The focus of the research was on the viral set-point — a level at which the concentration of virus in an individual’s bloodstream becomes stable. The set-point can vary enormously among patients. Some have only a few hundred particles of virus per milliliter of blood, others have hundreds of thousands. Those with the lowest levels are usually better able to control HIV.
The Duke scientists scanned the genes of the 486 subjects to see if they carried any of 550,000 gene variants commonly found in the human population, and then analyzed the data to see if a relationship existed between those genetic differences and different ability to control the virus.
Out popped two genes: one called HLA-B*5701 and another called HLA-C.
The two genes together accounted for 15 percent of the differences in the viral set-points of the 486 patients, according to the Duke analysis. Although that percentage may seem minor, Goldstein said, “it is highly unusual to have this much variation explained by genetics.”
Variants of the HLA-B gene had already been spotted in studies of a few hundred HIV-infected people known as “elite controllers,” who are able without drugs to keep their viral loads below levels detectable in standard tests.
The gene normally helps infection-fighting white blood cells destroy other cells that have been hijacked by viruses — such as HIV — thereby limiting the spread of the invading microbes. In most patients, however, HIV has the ability to shut-down the HLA-B gene.
The HLA-C gene had never been linked to AIDS before, and is intriguing because HIV cannot shut it down. The gene produces a protein that resides on the surface of white blood cells, and people with the variant form seem to be able to produce more of that protein — possibly explaining why they have lower levels of virus. “Everyone carries HLA-C, but in varying amounts,” Goldstein said. If someone could figure out a way of cranking up the activity of HLA-C, it might be the basis for an effective AIDS vaccine.
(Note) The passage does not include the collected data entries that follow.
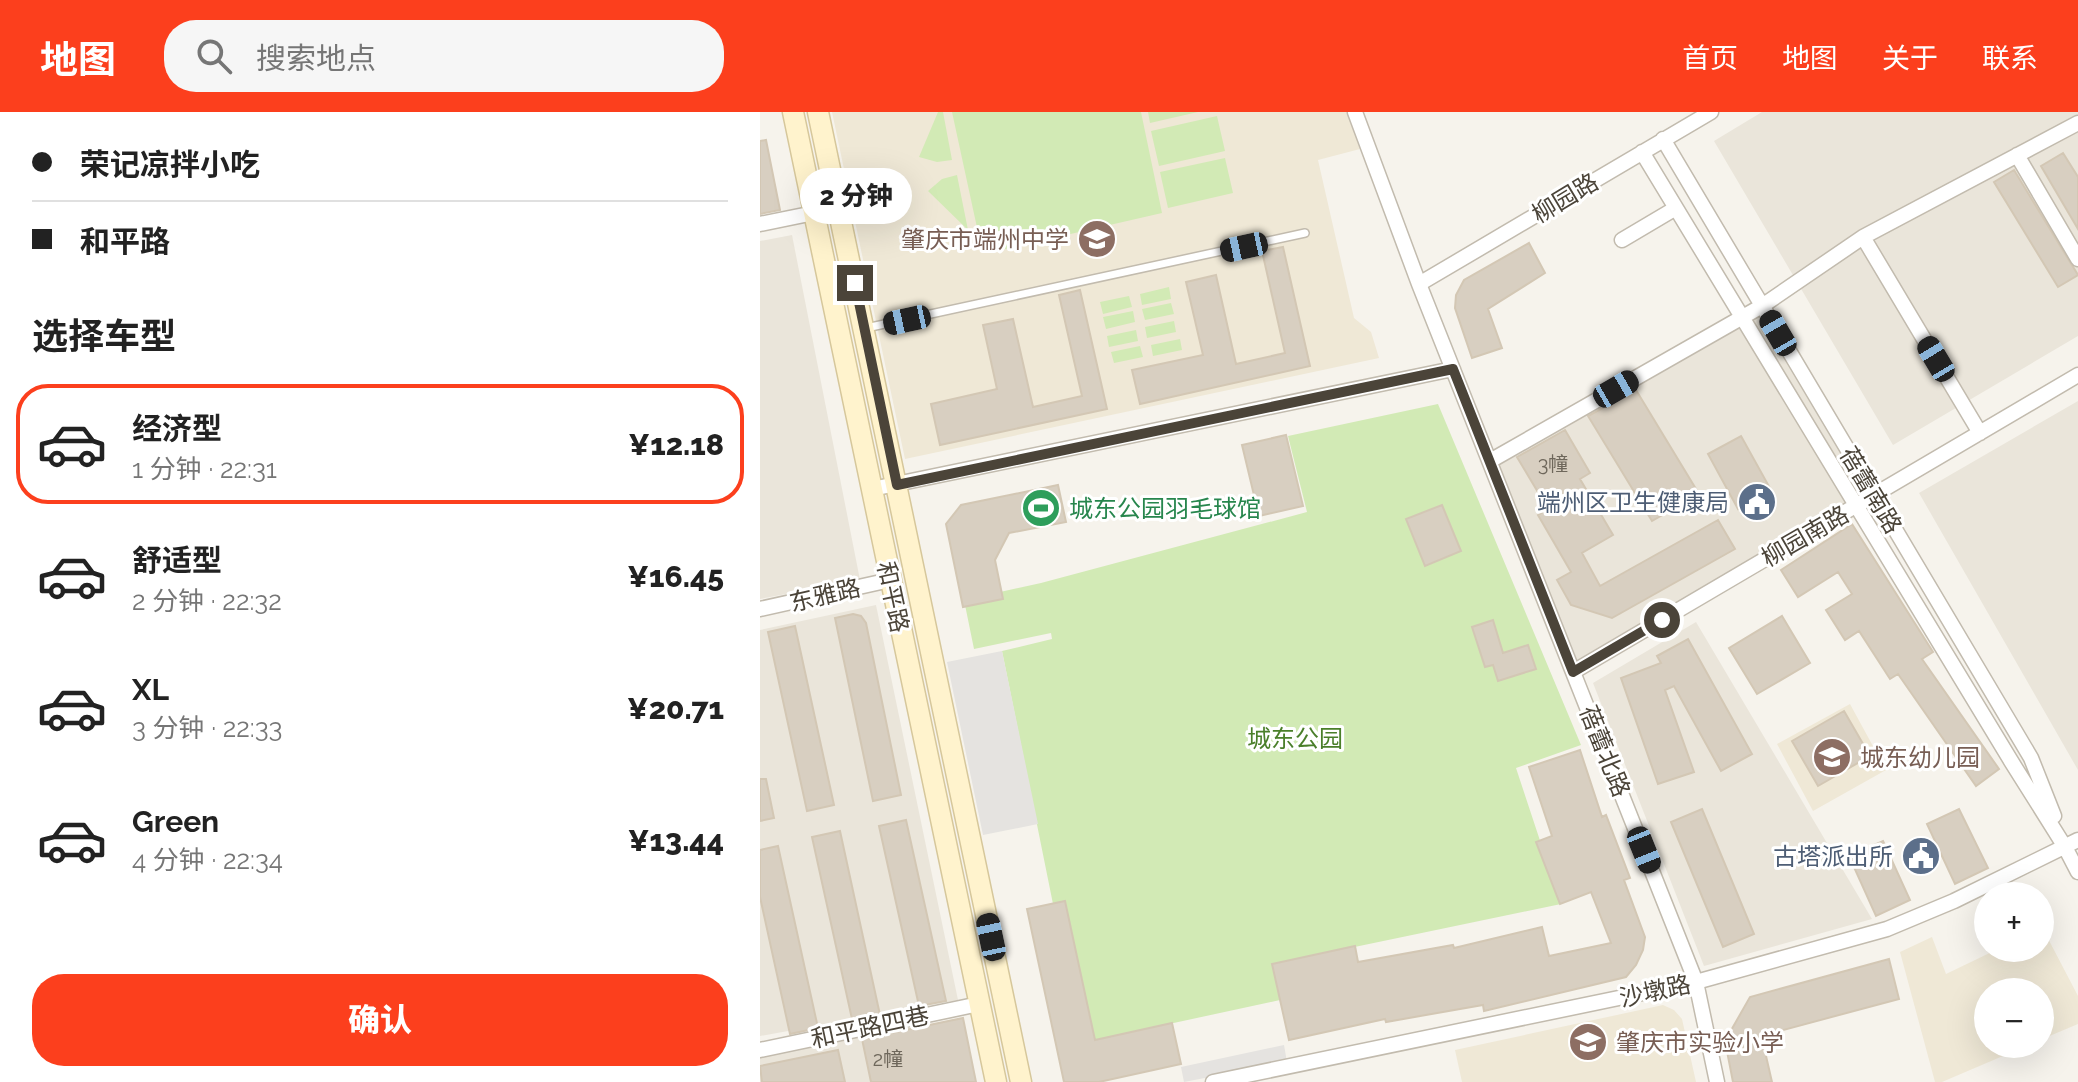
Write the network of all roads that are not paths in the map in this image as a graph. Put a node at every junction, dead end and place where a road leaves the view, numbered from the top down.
1 (793, 112) edge
2 (818, 112) edge
3 (1355, 112) edge
4 (1711, 112) edge
5 (2078, 123) edge
6 (1663, 139) junction
7 (1642, 152) junction
8 (2017, 155) junction
9 (1676, 208) junction
10 (814, 213) junction
11 (760, 224) edge
12 (1305, 233) dead end
13 (1863, 237) junction
14 (1622, 240) dead end
15 (2078, 259) edge
16 (1419, 284) junction
17 (1762, 306) junction
18 (1742, 317) junction
19 (864, 329) junction
20 (1453, 369) junction
21 (2078, 375) edge
22 (1980, 433) junction
23 (1490, 461) junction
24 (897, 485) junction
25 (872, 489) junction
26 (1874, 496) junction
27 (1856, 506) junction
28 (890, 580) junction
29 (760, 609) edge
30 (1573, 672) junction
31 (2072, 843) edge
32 (2078, 872) edge
33 (1696, 982) junction
34 (979, 1004) junction
35 (760, 1050) edge
36 (996, 1082) edge
37 (1021, 1082) edge
38 (1213, 1082) edge
39 (1717, 1082) edge

1 - 10 main road, 和平路
2 - 19 main road, 和平路
3 - 16 street, 蓓蕾北路
4 - 6 street, 柳园路
5 - 8 street
6 - 7 street, 柳园路
6 - 17 street, 蓓蕾南路
7 - 9 street, 蓓蕾南路
7 - 16 street, 柳园路
8 - 13 street
8 - 15 street
9 - 14 street
9 - 18 street, 蓓蕾南路
10 - 11 street
10 - 25 main road, 和平路
12 - 19 lane
13 - 17 street
13 - 22 street
16 - 20 street, 蓓蕾北路
17 - 18 street
17 - 26 street, 蓓蕾南路
18 - 23 street
18 - 27 street, 蓓蕾南路
19 - 24 main road, 和平路
20 - 23 street, 蓓蕾北路
20 - 24 street
21 - 22 street, 柳园南路
22 - 26 street, 柳园南路
23 - 30 street, 蓓蕾北路
24 - 25 street
24 - 37 main road, 和平路
25 - 28 main road, 和平路
26 - 27 street, 柳园南路
26 - 31 street, 蓓蕾南路
27 - 30 street, 柳园南路
27 - 31 street, 蓓蕾南路
28 - 29 street, 东雅路
28 - 34 main road, 和平路
30 - 33 street, 蓓蕾北路
31 - 32 street, 蓓蕾南路
31 - 33 street, 沙墩路
33 - 38 street, 沙墩路
33 - 39 street, 蓓蕾北路
34 - 35 street, 和平路四巷
34 - 36 main road, 和平路

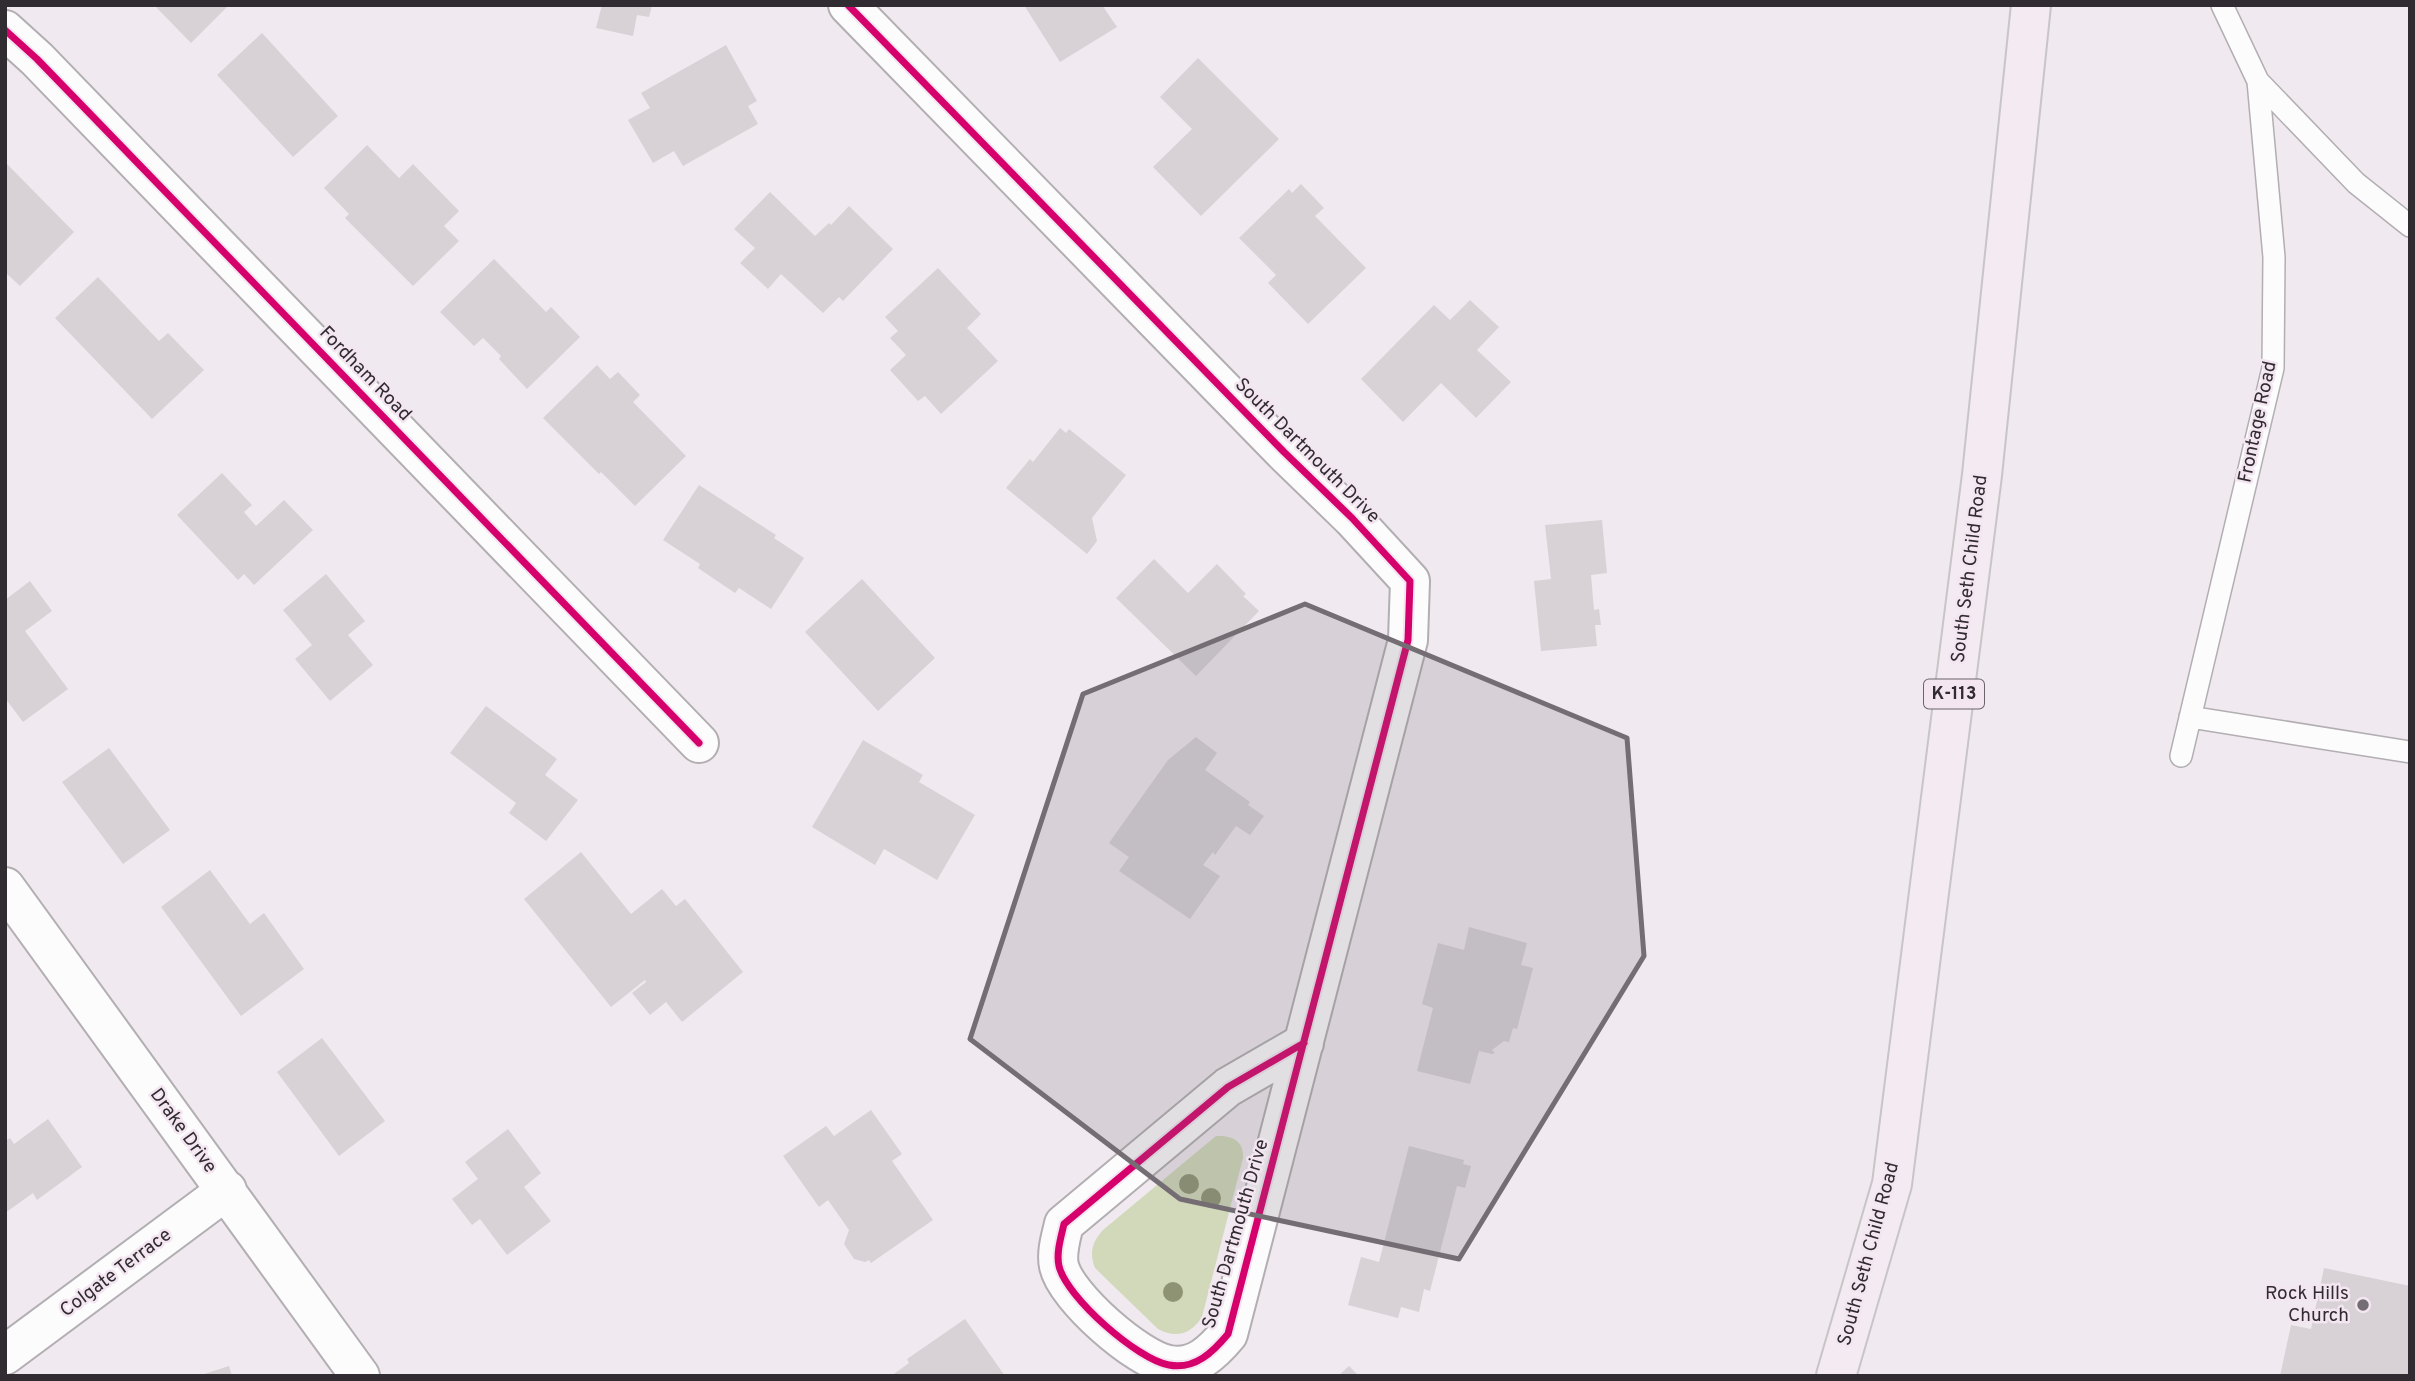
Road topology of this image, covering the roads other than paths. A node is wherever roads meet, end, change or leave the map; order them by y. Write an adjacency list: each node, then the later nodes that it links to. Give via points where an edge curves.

The study also fingered a third suspect gene, ZNRD1, which might inhibit the ability of HIV to replicate.
New gene-reading machines produced by Illumina Inc., of San Diego, and Affymetrix Inc., of Santa Clara, are speeding the development of genome-wide analysis. Both companies make equipment that scans for specific sequences of DNA in liquefied samples of genetic material from a patient.
Those target sequences were selected by an international consortium of researchers, which analyzed genomes of more than 200 individuals around the globe, looking for similarities and differences. The result is the list of the 550,000 common genetic mutations that serve as reference points across of the vast expanse of the human genome. Gene machines can scan for each of those variants simultaneously.
Sometimes these genetic mutations are directly responsible for an unusual trait; more often they serve merely as markers — like a red tree in a forest of green trees — that tell scientists that something unusual may be occurring in genes located nearby.
Dr. Eric Topol, a cardiac surgeon who heads the Scripps Genomic Medicine Institute in La Jolla, said genome-wide analyses are vastly more powerful than earlier techniques meant to find genetic links to disease.
Previously, researchers would have to identify a suspect area on a chromosome, and conduct exhaustive studies, screening to see if there was a link between the disease and the single gene.
“That was in the old days … just a few years ago,” Topol said.
Now, the entire human genome can be scanned at once, and scientists are finding links to genes they had no suspicions were connected to disease.
Russell, Sabin. Study sees hope for controlling new HIV cases: Genetic advance is spin-off of Human Genome Project. San Francisco Chronicle [sfgate.com]. July 20, 2007.